What I'm Reading/Training/Watching/Listening: Aggressively Patient on the Grind

What I'm Doing:
Mid-March I return to gainfully employed full-time work. I have left teaching (school) for the time being and am excited to move in a new direction. At roughly the ten year mark, in any field of full-time investment and expenditure, you're deep enough in to reflect back and decide which direction comes next.

This weekend I'm working Friday night, then riding out of town Saturday to compete at a Jiu-Jitsu invitational/death match/super fight/whatever-you-call-it event.
My match is 15 min's, Gi, purple belt, submission only. I've been training hard and added sprints and Olympic lifts back into my weekly training regimen.

March 12th I'll be reffing and competing at US Grappling's Submission Only event in Virginia Beach. They run a great event, and even their Sub Only events run more on time than a ton of other tournaments I've attended.  
The following weekend I hope I can afford to do Copa Nova as I've never done one of their tournaments.

As for my new career path starting in March, long hours are to be expected as I'm starting at the ground floor in a new environment, but I've worked 2-3 jobs in addition to teaching to make ends meet for most of the time I was a teacher and long hours to me simply denotes that I have the opportunity to outwork and outpace the 97% who for various reasons don't embrace the grind of learning and persistence in any endeavor. 80% of success is showing up springs to mind, but showing up is more than simply being physically present. It's being there day after day, willing to keep trudging even when your heart really isn't in it but insisting on doing good work and improving over time.
It's training the day after the tournament, training the day after promotions, but most of all simply being consistent regarding a few primary and necessary tasks that are not always short-term rewarding that outpace everyone else who's just going through the motions.

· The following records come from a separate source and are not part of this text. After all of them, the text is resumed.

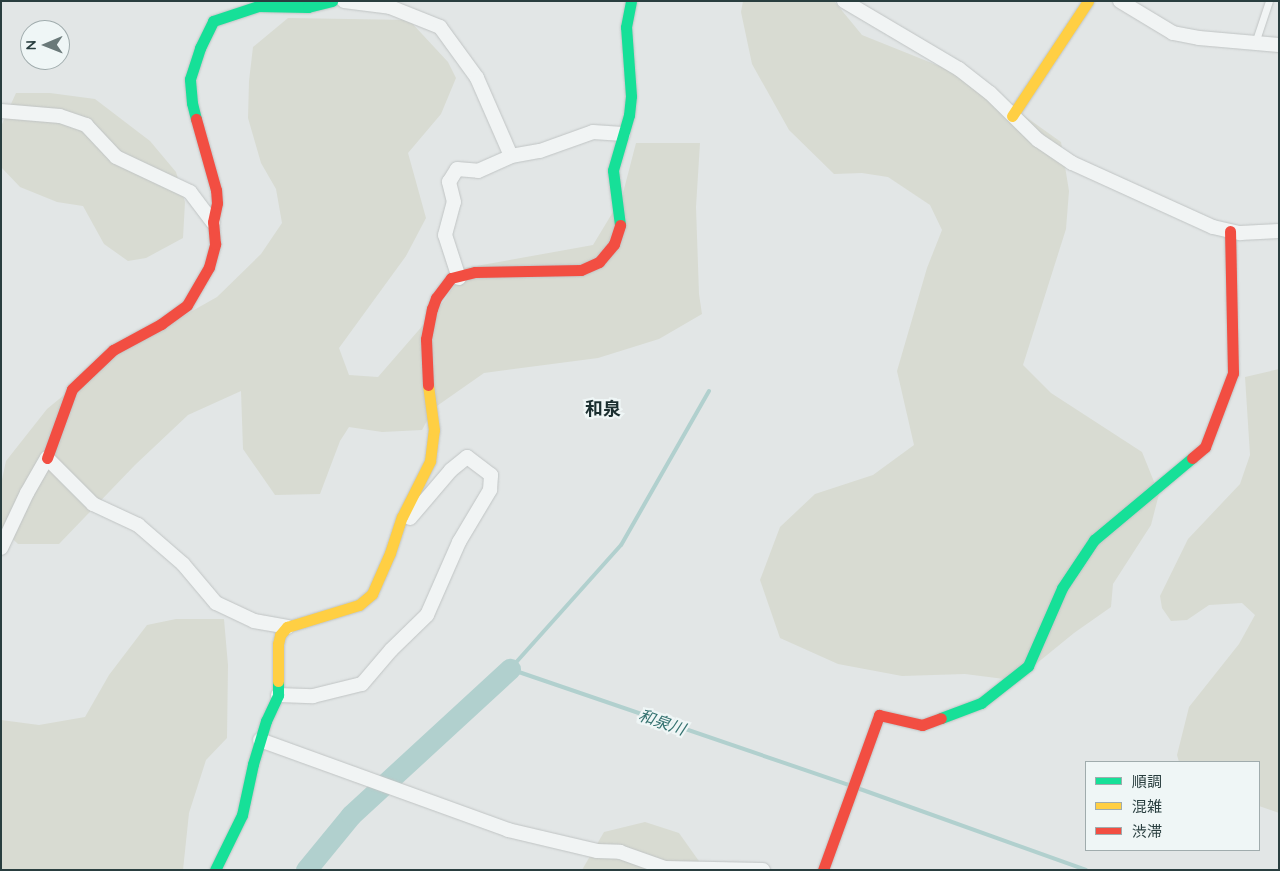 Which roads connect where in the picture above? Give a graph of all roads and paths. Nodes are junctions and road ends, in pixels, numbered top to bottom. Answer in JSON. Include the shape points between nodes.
{"nodes":[{"id":1,"x":332,"y":1,"type":"edge"},
{"id":2,"x":344,"y":1,"type":"edge"},
{"id":3,"x":631,"y":1,"type":"edge"},
{"id":4,"x":844,"y":1,"type":"edge"},
{"id":5,"x":1088,"y":1,"type":"edge"},
{"id":6,"x":1120,"y":1,"type":"edge"},
{"id":7,"x":1269,"y":1,"type":"edge"},
{"id":8,"x":1255,"y":43,"type":"junction"},
{"id":9,"x":1279,"y":45,"type":"edge"},
{"id":10,"x":1,"y":112,"type":"edge"},
{"id":11,"x":1012,"y":116,"type":"junction"},
{"id":12,"x":623,"y":134,"type":"junction"},
{"id":13,"x":511,"y":156,"type":"junction"},
{"id":14,"x":213,"y":222,"type":"junction"},
{"id":15,"x":1230,"y":231,"type":"junction"},
{"id":16,"x":1279,"y":231,"type":"edge"},
{"id":17,"x":459,"y":276,"type":"junction"},
{"id":18,"x":47,"y":458,"type":"junction"},
{"id":19,"x":410,"y":518,"type":"dead end"},
{"id":20,"x":1,"y":548,"type":"edge"},
{"id":21,"x":287,"y":627,"type":"junction"},
{"id":22,"x":278,"y":695,"type":"junction"},
{"id":23,"x":260,"y":740,"type":"junction"},
{"id":24,"x":215,"y":870,"type":"edge"},
{"id":25,"x":763,"y":870,"type":"edge"},
{"id":26,"x":823,"y":870,"type":"edge"}],
"edges":[{"from":1,"to":14,"type":"street","via":[[308,7],[258,6],[212,21],[190,79],[192,103],[216,190]]},
{"from":2,"to":13,"type":"street","via":[[390,7],[440,27],[477,78]]},
{"from":3,"to":12,"type":"street","via":[[626,27],[631,96]]},
{"from":4,"to":11,"type":"street","via":[[959,69],[990,93]]},
{"from":5,"to":11,"type":"street"},
{"from":6,"to":8,"type":"street","via":[[1173,33]]},
{"from":7,"to":8,"type":"lane"},
{"from":8,"to":9,"type":"street"},
{"from":10,"to":14,"type":"street","via":[[60,116],[86,125],[116,157],[190,192]]},
{"from":11,"to":15,"type":"street","via":[[1038,140],[1084,169],[1213,227]]},
{"from":12,"to":13,"type":"street","via":[[593,132],[540,151]]},
{"from":12,"to":17,"type":"street","via":[[613,170],[620,225],[614,244],[599,262],[581,270],[475,272]]},
{"from":13,"to":17,"type":"street","via":[[478,171],[457,169],[449,182],[454,202],[445,235]]},
{"from":14,"to":18,"type":"street","via":[[215,244],[210,267],[188,305],[114,350],[72,389]]},
{"from":15,"to":16,"type":"street"},
{"from":15,"to":26,"type":"street","via":[[1233,373],[1205,447],[1094,540],[1062,588],[1028,666],[982,703],[922,725],[879,715]]},
{"from":17,"to":21,"type":"street","via":[[451,278],[436,298],[427,333],[428,384],[434,430],[430,461],[402,517],[378,586],[359,605]]},
{"from":18,"to":20,"type":"street","via":[[26,493]]},
{"from":18,"to":21,"type":"street","via":[[93,504],[138,526],[176,558],[216,603],[254,621]]},
{"from":19,"to":22,"type":"street","via":[[451,470],[467,457],[491,475],[490,490],[458,542],[427,615],[362,684],[313,696]]},
{"from":21,"to":22,"type":"street","via":[[278,644]]},
{"from":22,"to":23,"type":"street"},
{"from":23,"to":24,"type":"street","via":[[242,815]]},
{"from":23,"to":25,"type":"street","via":[[508,830],[597,852],[620,852],[665,868]]}]}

The more you insist on finding time to do, the more hours you find in the week.

A typical weekend for me while working as teacher was: work monday-friday full-time, work downtown Friday night, get off at 2am, wake up, drive to wherever the tournament was 2-4 hours away, referee, compete, then drive 2-4 hours and be back in town by 10pm to then work until 4am.
When people complain about long hours or have their hand out asking others to help them with their journey in pursuing a dream I'm conflicted at times between altruism and skepticism.

Perhaps I've read too much Ayn Rand and her diatribe of trade as the ultimate medium of exchange and welfare or unwarranted support being vilified. Perhaps I just need some coffee.
You can work a full-time job, still train 1-2 times a day given sacrificing things like having kids, a large circle of friends/acquaintances and other less significant hobbies.

I've only been able to compete because of reffing for the awesome folks at US Grappling.
Through them I had the opportunity to compete and referee something like at least 30 times in the past few years. That being said, I also look forward to actually being able to afford attending Jiu-Jitsu seminars, IBJJF level tournaments and some training trips outside of my current area.

Reading:
- The River of Doubt by Candice Malard: Theodore Roosevelt's Darkest Journey
- Hero: The Life and Legend of Lawrence of Arabia by Michael Korda
- Various PDF's of research data and theory on :system justification, cognitive bias, outgroup bias, and ingroup preference,

Watching: Documentaries on Zimbardo's work (other than the Stanford Prison Experiment), social contract theory, bystander effect, and cult leaders.

Listening: The Last Podcast on the Left - each week recaps various horror-related topics such as true crime/serial killers/conspiracy theories et cetera.